* [TASK BRIEF]
Please return all of the records verbatim, with the pictures omitted.

(Collected data entries)
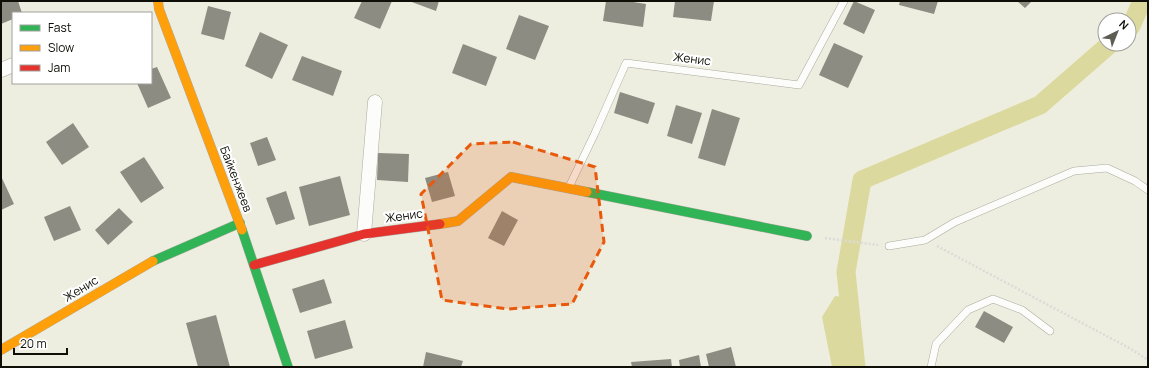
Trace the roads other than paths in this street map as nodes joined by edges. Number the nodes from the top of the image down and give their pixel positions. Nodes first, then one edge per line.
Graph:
1 (844, 1) edge
2 (156, 8) edge
3 (12, 65) edge
4 (1, 70) edge
5 (375, 102) dead end
6 (568, 188) junction
7 (1148, 190) edge
8 (240, 223) junction
9 (364, 234) junction
10 (807, 236) road end
11 (889, 246) road end
12 (254, 265) junction
13 (1050, 331) dead end
14 (1, 350) edge
15 (288, 367) edge
16 (931, 367) edge

1 - 6 lane, Женис
2 - 8 street, Байкенжеев
3 - 4 street
5 - 9 street
6 - 9 street, Женис
6 - 10 street, Женис
7 - 11 lane
8 - 12 street, Байкенжеев
8 - 14 street, Женис
9 - 12 street, Женис
12 - 15 street, Байкенжеев
13 - 16 lane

* [SOLUTION FOR THIS EXERCISE]
Trace the roads other than paths in this street map as nodes joined by edges. Number the nodes from the top of the image down and give their pixel positions. Nodes first, then one edge per line.
Graph:
1 (844, 1) edge
2 (156, 8) edge
3 (12, 65) edge
4 (1, 70) edge
5 (375, 102) dead end
6 (568, 188) junction
7 (1148, 190) edge
8 (240, 223) junction
9 (364, 234) junction
10 (807, 236) road end
11 (889, 246) road end
12 (254, 265) junction
13 (1050, 331) dead end
14 (1, 350) edge
15 (288, 367) edge
16 (931, 367) edge

1 - 6 lane, Женис
2 - 8 street, Байкенжеев
3 - 4 street
5 - 9 street
6 - 9 street, Женис
6 - 10 street, Женис
7 - 11 lane
8 - 12 street, Байкенжеев
8 - 14 street, Женис
9 - 12 street, Женис
12 - 15 street, Байкенжеев
13 - 16 lane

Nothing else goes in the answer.